__Instructions to follow__
Exactly as they appear, transcribe the entries and skip any pictures.

__Supplied information__

○ ○ ○ ○

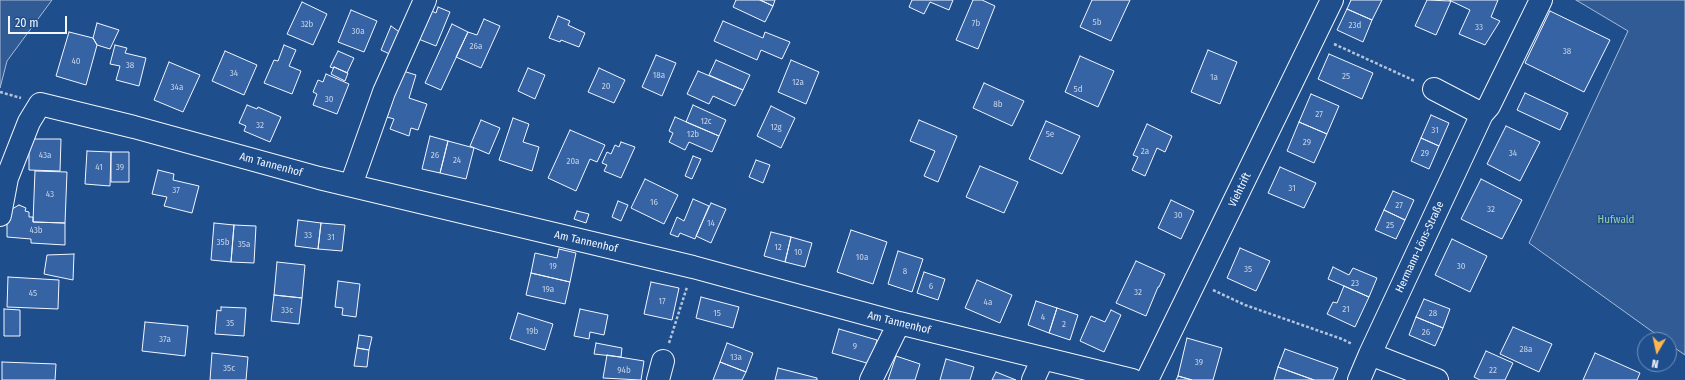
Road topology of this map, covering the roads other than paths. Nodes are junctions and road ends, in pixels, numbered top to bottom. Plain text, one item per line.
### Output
1 (425, 0) edge
2 (1332, 0) edge
3 (1541, 0) edge
4 (1434, 89) road end
5 (1482, 114) junction
6 (351, 185) junction
7 (0, 215) edge
8 (899, 323) junction
9 (1370, 354) junction
10 (1042, 358) junction
11 (872, 380) edge
12 (1033, 380) edge
13 (1132, 380) edge
14 (1147, 380) edge
15 (1359, 380) edge
16 (1437, 380) edge

1 - 6 street
2 - 14 street, Viehtrift
3 - 5 street, Hermann-Löns-Straße
4 - 5 street
5 - 9 street, Hermann-Löns-Straße
6 - 7 street, Am Tannenhof
6 - 8 street, Am Tannenhof
8 - 10 street, Am Tannenhof
8 - 11 street
9 - 15 street, Hermann-Löns-Straße
9 - 16 street
10 - 12 street
10 - 13 street, Am Tannenhof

○ ○ ○ ○

__Response__
Road topology of this map, covering the roads other than paths. Nodes are junctions and road ends, in pixels, numbered top to bottom. Plain text, one item per line.
### Output
1 (425, 0) edge
2 (1332, 0) edge
3 (1541, 0) edge
4 (1434, 89) road end
5 (1482, 114) junction
6 (351, 185) junction
7 (0, 215) edge
8 (899, 323) junction
9 (1370, 354) junction
10 (1042, 358) junction
11 (872, 380) edge
12 (1033, 380) edge
13 (1132, 380) edge
14 (1147, 380) edge
15 (1359, 380) edge
16 (1437, 380) edge

1 - 6 street
2 - 14 street, Viehtrift
3 - 5 street, Hermann-Löns-Straße
4 - 5 street
5 - 9 street, Hermann-Löns-Straße
6 - 7 street, Am Tannenhof
6 - 8 street, Am Tannenhof
8 - 10 street, Am Tannenhof
8 - 11 street
9 - 15 street, Hermann-Löns-Straße
9 - 16 street
10 - 12 street
10 - 13 street, Am Tannenhof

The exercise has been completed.